WHAT TO PRODUCE: From the first line to the last, print the records exactly.

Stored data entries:
= Beginning of Section =
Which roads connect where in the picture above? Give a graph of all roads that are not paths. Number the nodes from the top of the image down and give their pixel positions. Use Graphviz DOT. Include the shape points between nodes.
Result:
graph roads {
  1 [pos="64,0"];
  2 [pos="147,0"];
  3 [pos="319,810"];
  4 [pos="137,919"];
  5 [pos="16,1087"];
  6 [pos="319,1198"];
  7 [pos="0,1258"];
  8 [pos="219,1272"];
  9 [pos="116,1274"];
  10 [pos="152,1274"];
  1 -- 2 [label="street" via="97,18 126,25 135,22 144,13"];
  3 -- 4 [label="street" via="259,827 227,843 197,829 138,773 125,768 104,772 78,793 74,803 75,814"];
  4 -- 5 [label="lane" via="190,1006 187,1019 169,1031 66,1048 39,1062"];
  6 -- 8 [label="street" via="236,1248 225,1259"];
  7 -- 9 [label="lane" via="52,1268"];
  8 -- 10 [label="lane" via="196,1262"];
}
= End of Section =
SOLUTION:
Which roads connect where in the picture above? Give a graph of all roads that are not paths. Number the nodes from the top of the image down and give their pixel positions. Use Graphviz DOT. Include the shape points between nodes.
Result:
graph roads {
  1 [pos="64,0"];
  2 [pos="147,0"];
  3 [pos="319,810"];
  4 [pos="137,919"];
  5 [pos="16,1087"];
  6 [pos="319,1198"];
  7 [pos="0,1258"];
  8 [pos="219,1272"];
  9 [pos="116,1274"];
  10 [pos="152,1274"];
  1 -- 2 [label="street" via="97,18 126,25 135,22 144,13"];
  3 -- 4 [label="street" via="259,827 227,843 197,829 138,773 125,768 104,772 78,793 74,803 75,814"];
  4 -- 5 [label="lane" via="190,1006 187,1019 169,1031 66,1048 39,1062"];
  6 -- 8 [label="street" via="236,1248 225,1259"];
  7 -- 9 [label="lane" via="52,1268"];
  8 -- 10 [label="lane" via="196,1262"];
}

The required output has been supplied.